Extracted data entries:
*-*-*
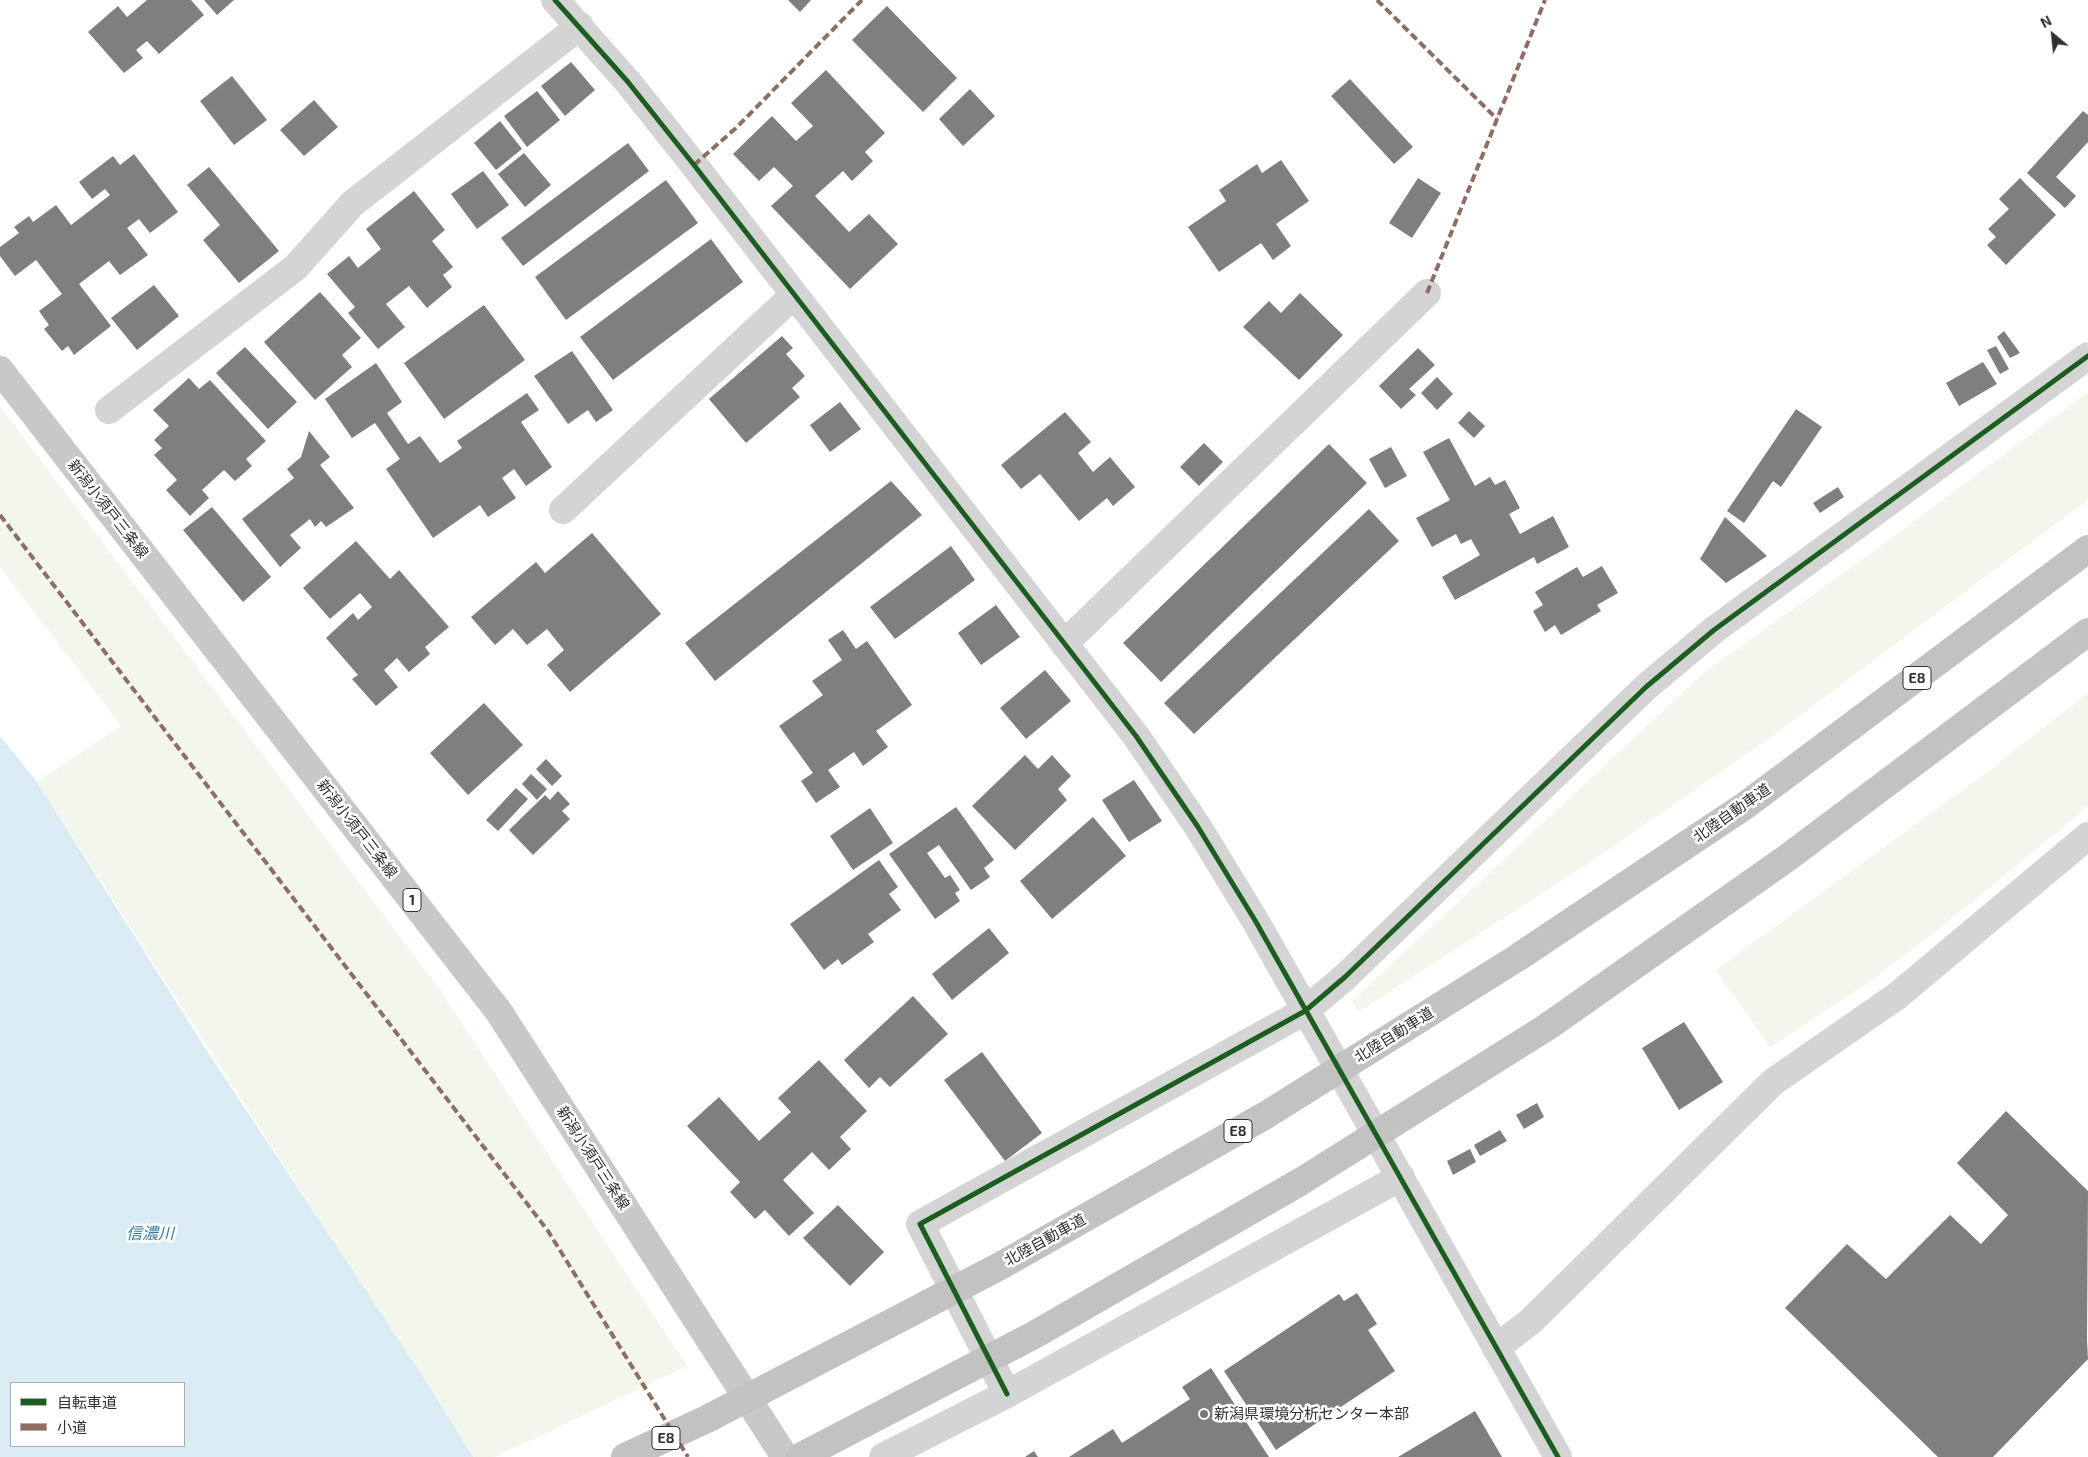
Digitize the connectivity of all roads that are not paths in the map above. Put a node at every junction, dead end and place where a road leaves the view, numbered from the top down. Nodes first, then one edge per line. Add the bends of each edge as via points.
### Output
1 (555, 0) edge
2 (580, 26) junction
3 (1427, 293) dead end
4 (794, 295) junction
5 (2088, 356) edge
6 (0, 370) edge
7 (109, 410) dead end
8 (563, 510) dead end
9 (2088, 549) edge
10 (2088, 632) edge
11 (1064, 644) junction
12 (2088, 836) edge
13 (1305, 1011) junction
14 (1401, 1177) junction
15 (1496, 1348) junction
16 (1007, 1394) junction
17 (625, 1457) edge
18 (785, 1457) edge
19 (800, 1457) edge
20 (883, 1457) edge
21 (1558, 1457) edge

1 - 2 street
2 - 4 street via 694,165
2 - 7 street via 352,204 296,267
3 - 11 street
4 - 8 street
4 - 11 street
5 - 13 street via 1714,630 1646,687 1345,977
6 - 18 main road, 新潟小須戸三条線 / 1 via 499,1012
9 - 17 highway, 北陸自動車道 / E8 via 1746,805 1517,958 1266,1115 1002,1265 707,1419
10 - 19 highway via 1787,858 1547,1027 1300,1182 1034,1335
11 - 13 street via 1136,736 1198,827
12 - 15 street via 1897,996 1773,1082 1532,1320
13 - 14 street
13 - 16 street via 920,1224
14 - 15 street
14 - 16 street
15 - 21 street
16 - 20 street

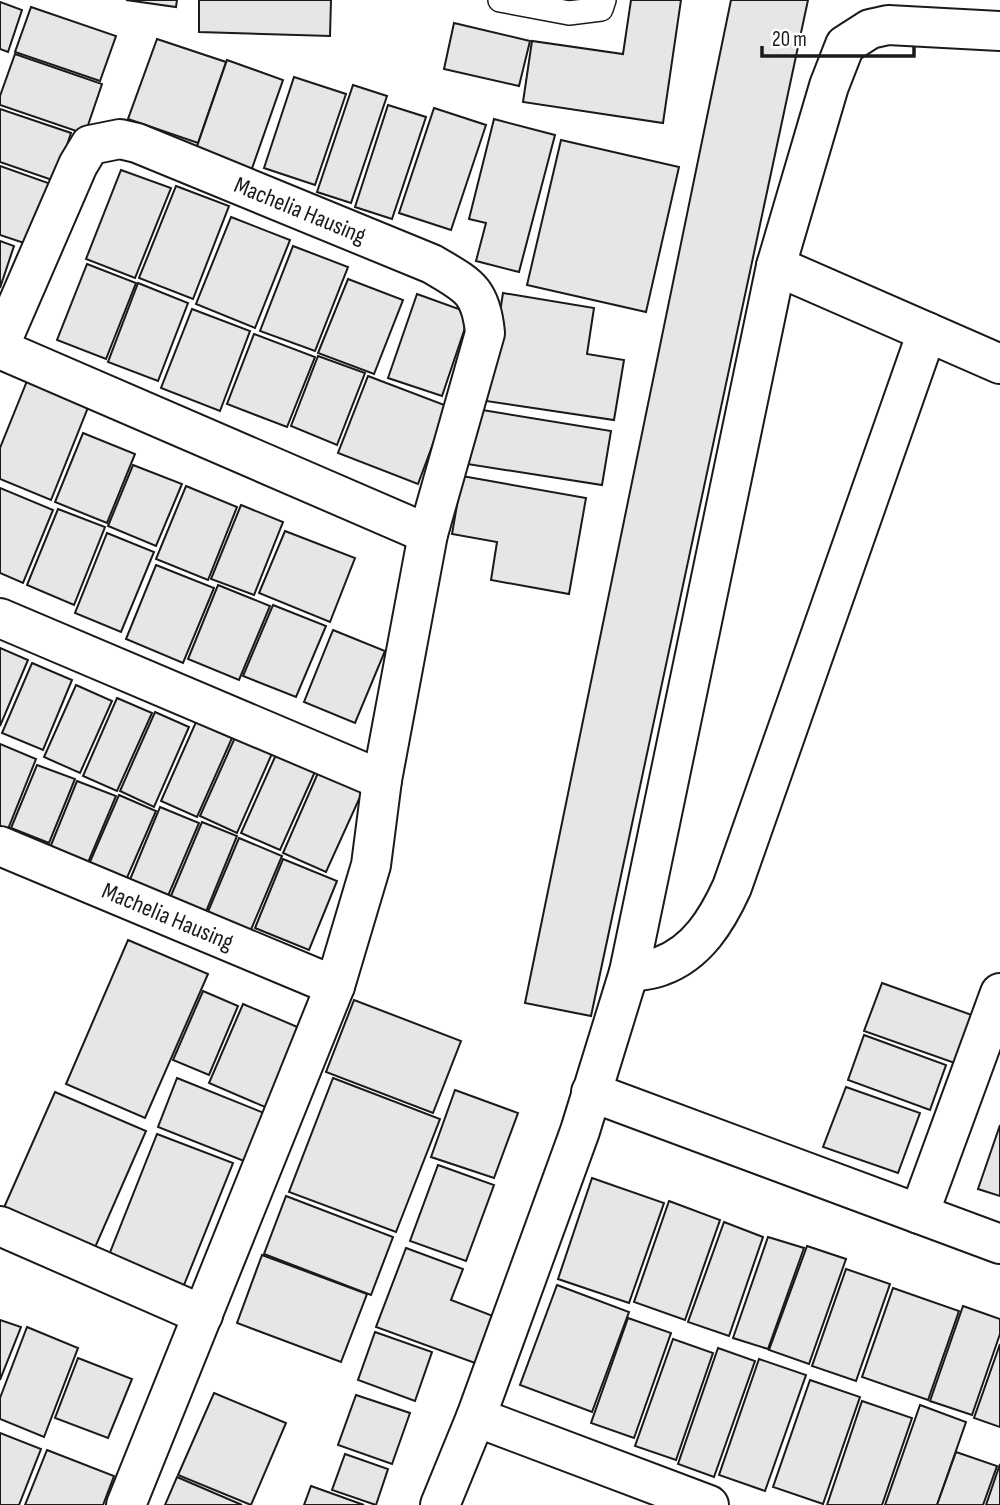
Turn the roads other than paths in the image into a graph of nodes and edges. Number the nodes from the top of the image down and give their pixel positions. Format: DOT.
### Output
graph roads {
  1 [pos="500,0"];
  2 [pos="604,0"];
  3 [pos="1000,31"];
  4 [pos="776,266"];
  5 [pos="927,332"];
  6 [pos="0,347"];
  7 [pos="1000,363"];
  8 [pos="428,534"];
  9 [pos="0,618"];
  10 [pos="382,780"];
  11 [pos="0,846"];
  12 [pos="629,972"];
  13 [pos="335,986"];
  14 [pos="1000,993"];
  15 [pos="592,1092"];
  16 [pos="919,1214"];
  17 [pos="0,1226"];
  18 [pos="1000,1244"];
  19 [pos="203,1315"];
  20 [pos="476,1417"];
  21 [pos="126,1505"];
  22 [pos="440,1505"];
  23 [pos="709,1505"];
  1 -- 2 [label="lane"];
  3 -- 4 [label="street"];
  4 -- 5 [label="street"];
  4 -- 12 [label="street"];
  5 -- 7 [label="street"];
  5 -- 12 [label="street"];
  6 -- 8 [label="street, Machelia Hausing"];
  6 -- 8 [label="street, Machelia Hausing"];
  8 -- 10 [label="street, Machelia Hausing"];
  9 -- 10 [label="street"];
  10 -- 13 [label="street, Machelia Hausing"];
  11 -- 13 [label="street, Machelia Hausing"];
  12 -- 15 [label="street"];
  13 -- 19 [label="street, Machelia Hausing"];
  14 -- 16 [label="street"];
  15 -- 16 [label="street"];
  15 -- 20 [label="street"];
  16 -- 18 [label="street"];
  17 -- 19 [label="street"];
  19 -- 21 [label="street, Machelia Hausing"];
  20 -- 22 [label="street"];
  20 -- 23 [label="street"];
}
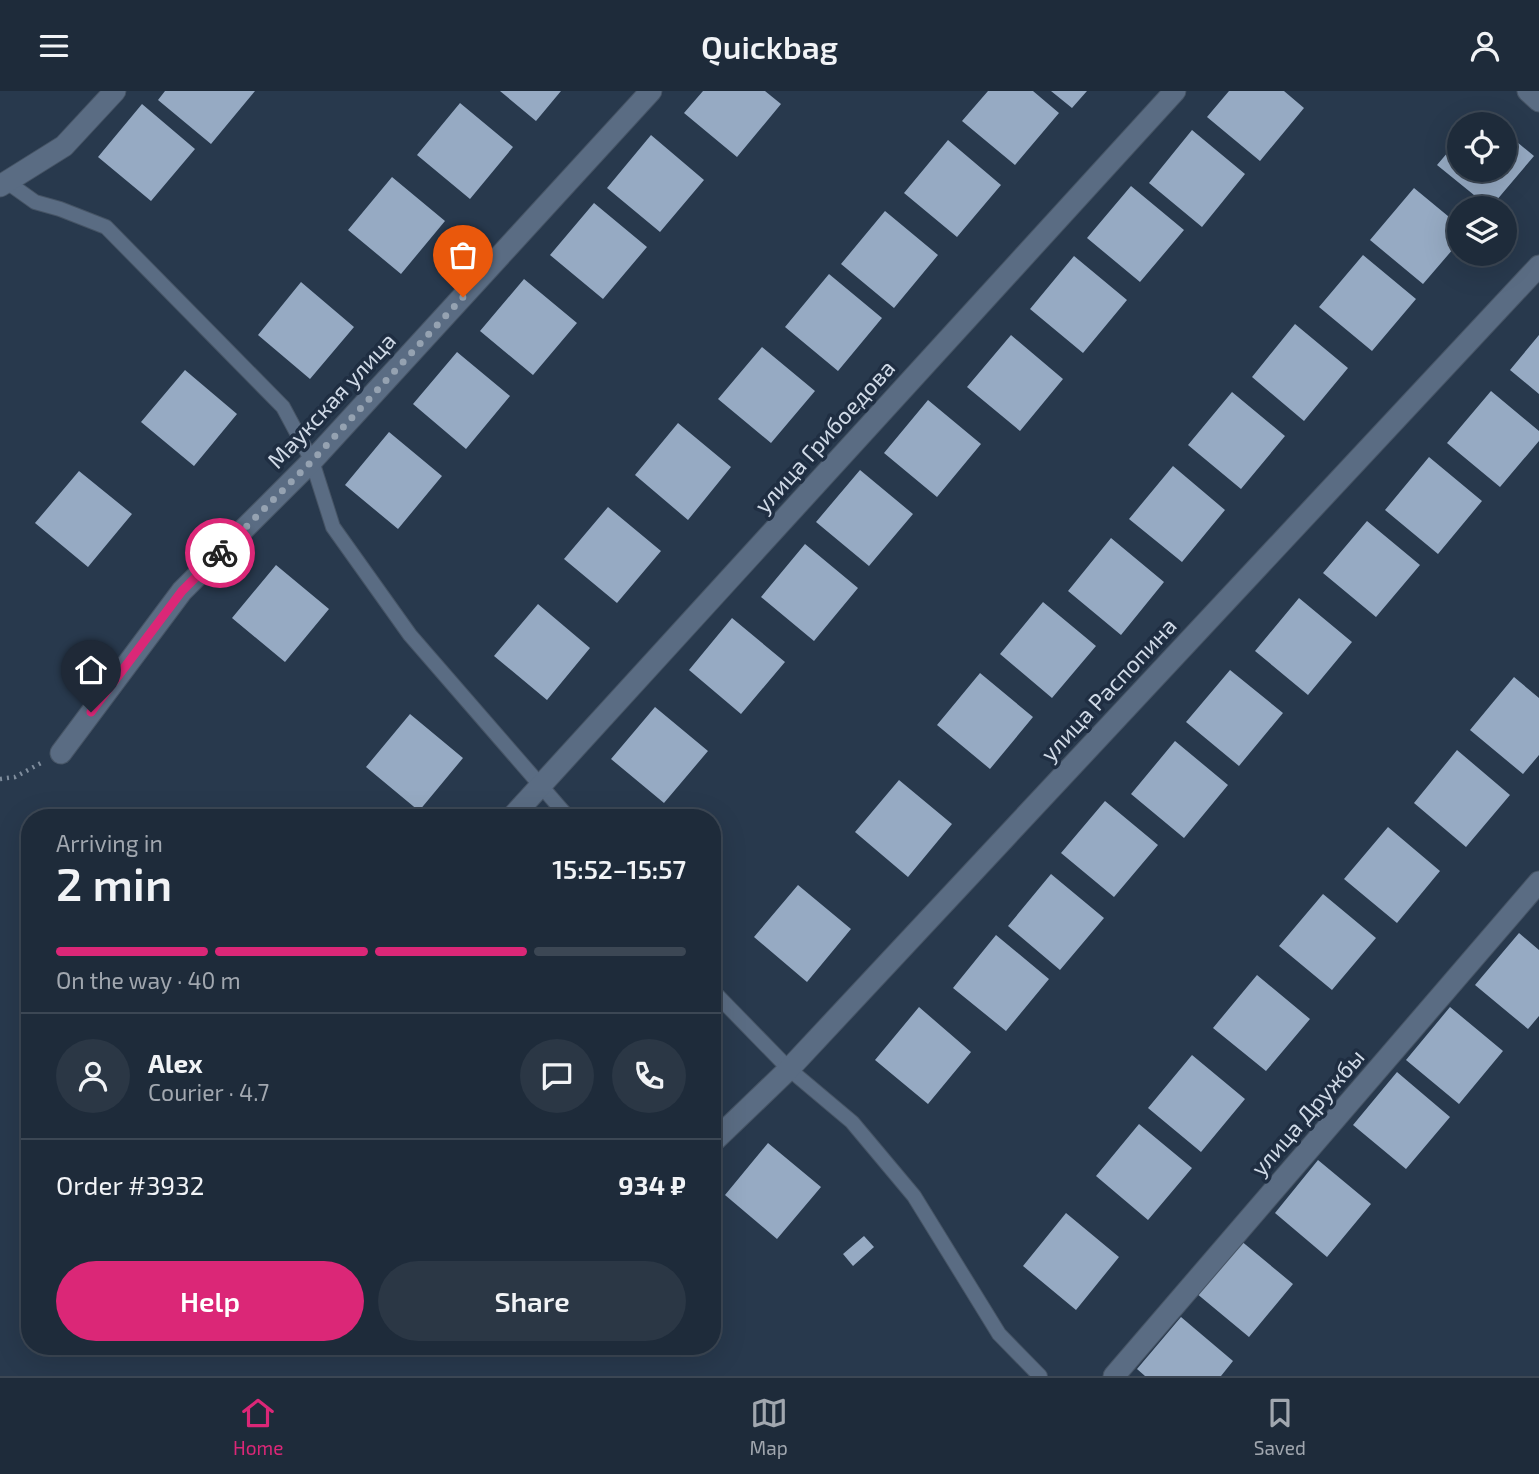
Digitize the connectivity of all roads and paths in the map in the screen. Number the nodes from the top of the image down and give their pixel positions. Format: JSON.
*-*-*
For every line in the data above that holds "image", return the line itself.

Turn the roads other than paths in the image into a graph of nodes and edges. Number the nodes from the top of the image down and give their pixel positions. Format: DOT.
Digitize the connectivity of all roads and paths in the map in the screen. Number the nodes from the top of the image down and give their pixel positions. Format: JSON.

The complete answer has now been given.